Tears filled her eyes. "I want to take you home when I'm finished with Earth." She ran her fingers along her mother's arm. "Please wait for me that long."

"I will, sweet girl."

The mercy of her mother meaning such words nearly reduced Vehru to a puddle of tears, but she kept her posture strong as she smiled. "Do you feel ready?"

Almost had been her answer for the past fifty years. Today, she said nothing. Only smiled back at Vehru and lifted a weak hand to her cheek.

"Remember, Vehru… Each life is this…" Her fingers feathered along Vehru's cheek. "Each life is your mother, holding your cheek in her hand. Each life is a daughter, feeling her love."

Warmth trailed her cheeks. Vehru nodded. Wanted to apologize again and knew she wasn't worthy of receiving her mother's forgiveness again. So she swallowed the words down and let them rot in her twisted gut. "So, you are ready now. How can I ask you to wait at least another twenty years?"

Her mother's eyes closed. Synthetic bodies could last forever, as far as they knew. Eventually, though, the soul gave out. Her mother was on life support now. Already gone. It was her time.

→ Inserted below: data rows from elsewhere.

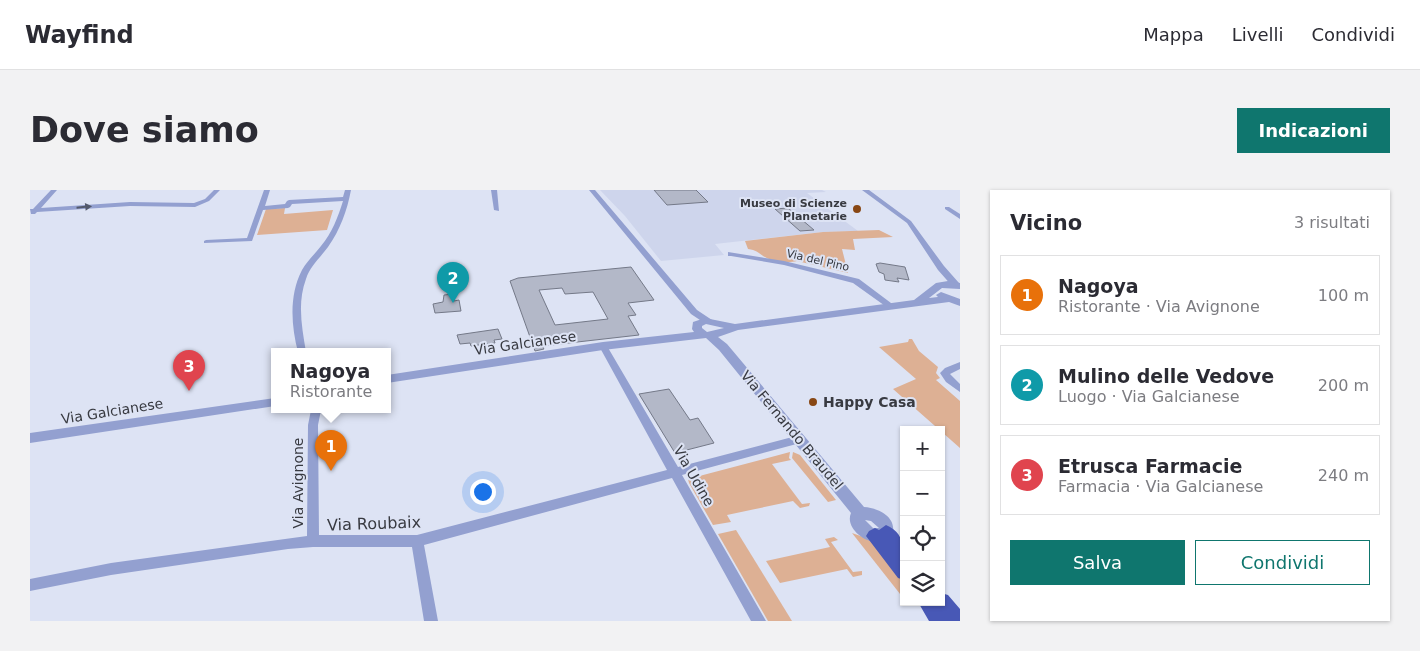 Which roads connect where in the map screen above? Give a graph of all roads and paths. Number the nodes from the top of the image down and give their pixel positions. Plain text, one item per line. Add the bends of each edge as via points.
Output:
1 (54, 190) edge
2 (217, 190) edge
3 (267, 190) edge
4 (348, 190) edge
5 (494, 190) edge
6 (592, 190) edge
7 (865, 190) edge
8 (346, 199) junction
9 (262, 208) junction
10 (947, 208) dead end
11 (497, 210) dead end
12 (32, 213) edge
13 (960, 217) edge
14 (206, 242) dead end
15 (731, 254) dead end
16 (941, 268) junction
17 (958, 286) edge
18 (938, 287) junction
19 (948, 299) junction
20 (917, 302) junction
21 (960, 303) edge
22 (891, 306) junction
23 (709, 329) junction
24 (603, 346) junction
25 (301, 348) edge
26 (960, 365) edge
27 (391, 378) edge
28 (960, 389) edge
29 (271, 401) edge
30 (309, 413) edge
31 (315, 413) edge
32 (313, 425) junction
33 (30, 438) edge
34 (800, 439) junction
35 (675, 471) junction
36 (880, 535) junction
37 (313, 541) junction
38 (416, 541) junction
39 (900, 552) edge
40 (900, 566) edge
41 (30, 585) edge
42 (930, 606) edge
43 (945, 606) edge
44 (431, 621) edge
45 (759, 621) edge
46 (940, 621) edge
47 (958, 621) edge

1 - 12 street
12 -> 2 street via 130,204 195,205 208,200
3 - 9 street
4 - 8 street
5 - 11 street
6 - 23 street
7 - 16 street via 910,222
8 - 9 street via 289,202 288,206
8 - 25 street via 340,222 305,270 298,293 296,318
9 - 14 street via 250,240
10 - 13 street
15 - 22 street, Via del Pino via 856,280
16 - 17 street
16 - 18 street
17 - 18 street
18 - 19 street, Via Galcianese
18 - 20 street, Via Galcianese
19 - 20 street, Via Galcianese
19 - 21 street, Via Galcianese
20 - 22 street, Via Galcianese
22 - 23 street, Via Galcianese
23 - 24 street, Via Galcianese
23 - 34 street, Via Fernando Braudel
24 - 27 street, Via Galcianese
24 - 35 street, Via Udine
26 - 28 street via 945,373
29 - 33 street, Via Galcianese
30 - 32 street, Via Avignone
31 - 32 street, Via Avignone
32 - 37 street, Via Avignone
34 - 35 street, Via Roubaix
34 - 36 street, Via Fernando Braudel via 860,513 880,519 886,526
35 - 38 street, Via Roubaix
35 - 45 street, Via Udine
36 - 39 highway
36 - 40 highway
37 - 38 street, Via Roubaix
37 - 41 street, Via Roubaix via 110,569
38 - 44 street
42 - 46 highway
43 - 47 highway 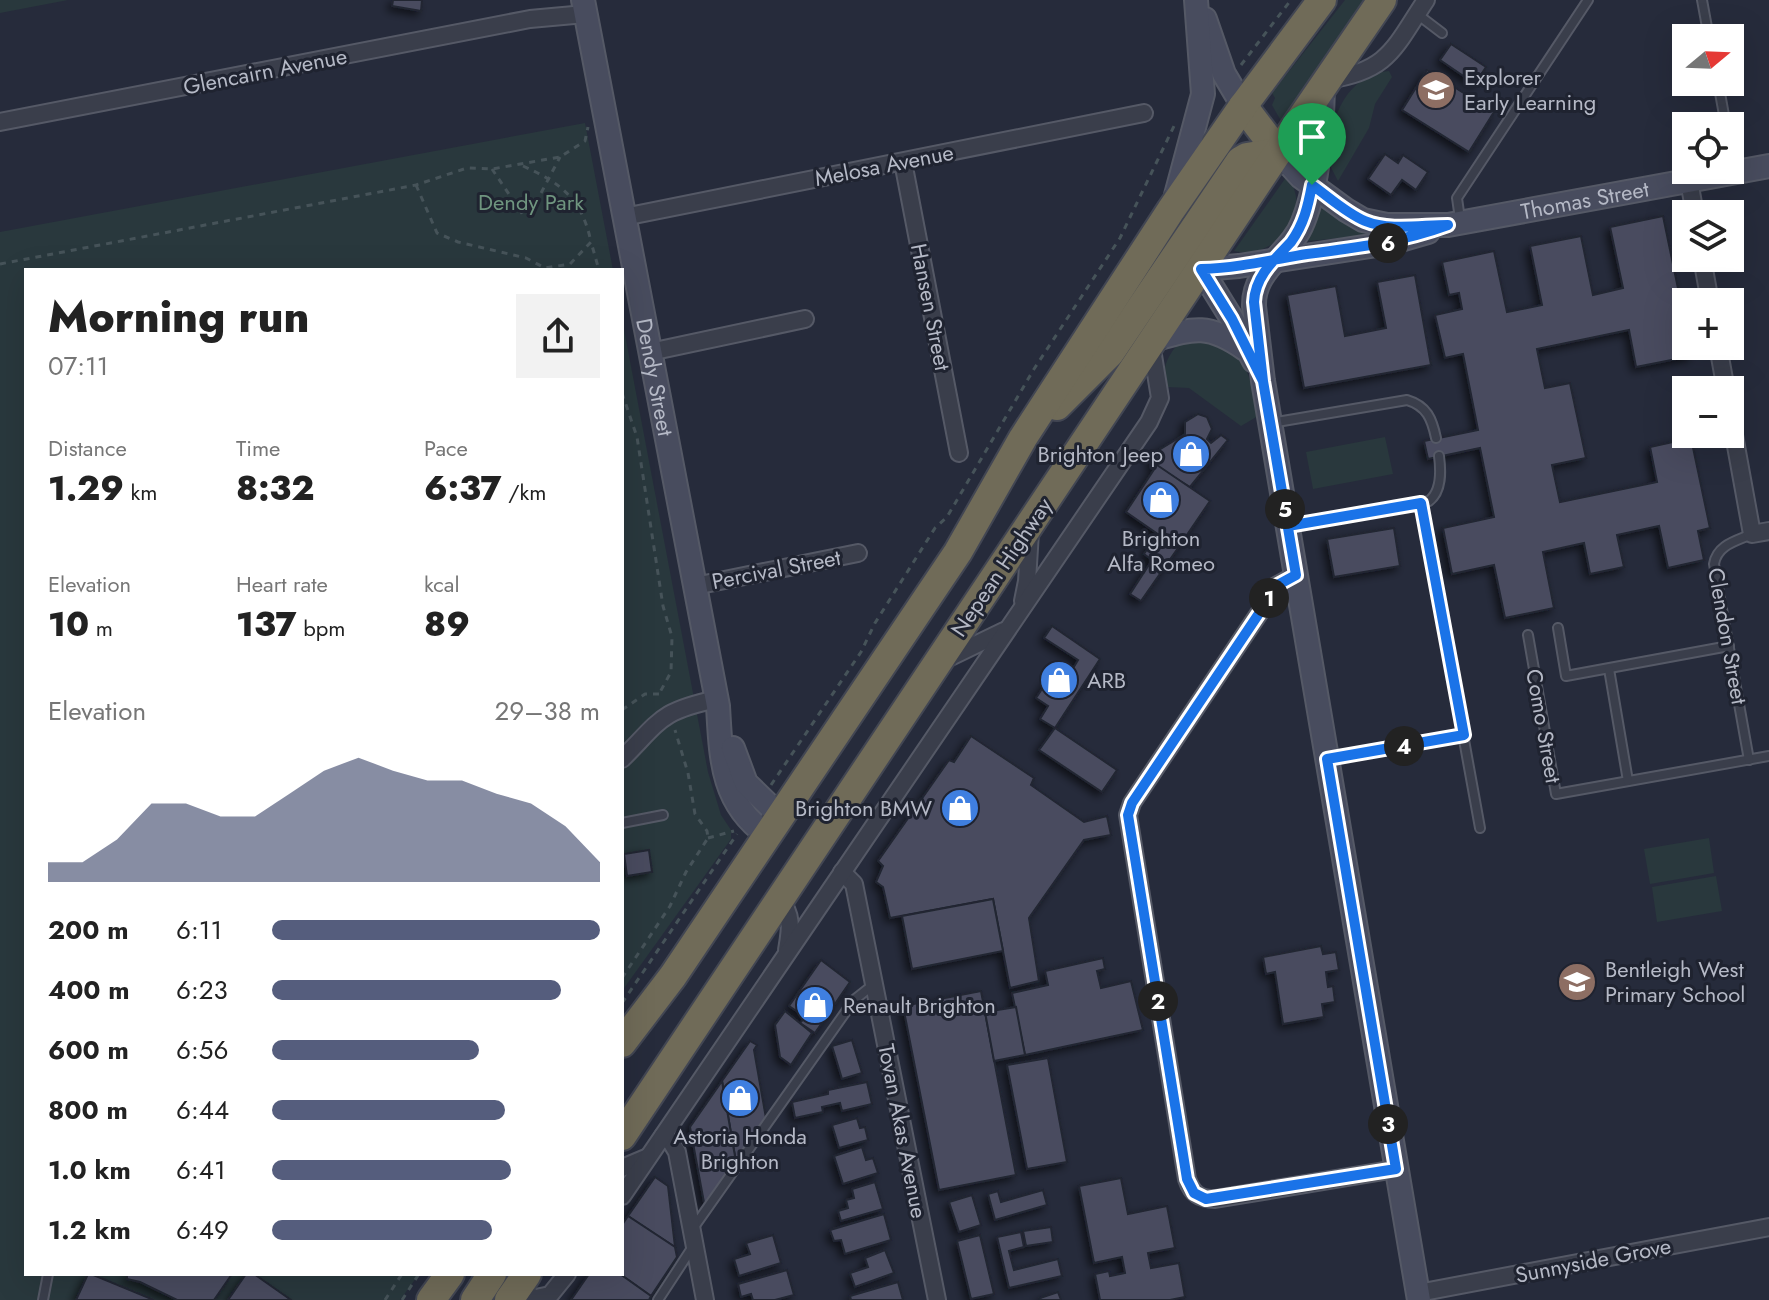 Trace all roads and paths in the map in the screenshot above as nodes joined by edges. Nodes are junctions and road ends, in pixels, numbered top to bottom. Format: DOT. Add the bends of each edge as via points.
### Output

But Vehru knew the woman could wait, just a little longer, for her to take Earth, and they could have time to return to their home planet to say goodbye one last time.

Could her mother wait long enough for her only living child to make her proud?

No soul could last long enough for Vehru to do that.

When Vehru finished this operation, she would have to give her mother up to death. But she didn't want to be Death with her mom.

Vehru let herself fall into the chaos of her limbic system so sorrow thrashed within her like ocean water twisting in a night storm. "I need you, Mama."

"Then take care to make sure you're ready when the time comes for us to say goodbye. Make sure you become who you need to be to live without me."

She bowed her head and held her mother's hand close. If Vehru hadn't taken on her contract with the Federation, her mother would have died hundreds of years ago in her natural, biological body. Yet, now that they were synthetic, if Vehru hadn't lived this violent life, then her mother would live much longer in this advanced body. She'd killed her mother one sin at a time. Vehru's guilt poisoned them both. Just like Vehru would poison these young soldiers with their own love for one another.

"I'm sorry." Vehru mouthed it, so her mom wouldn't hear and try to forgive her.

They spent their time together quietly until she felt her mother weakening and Vehru watched her drift to sleep.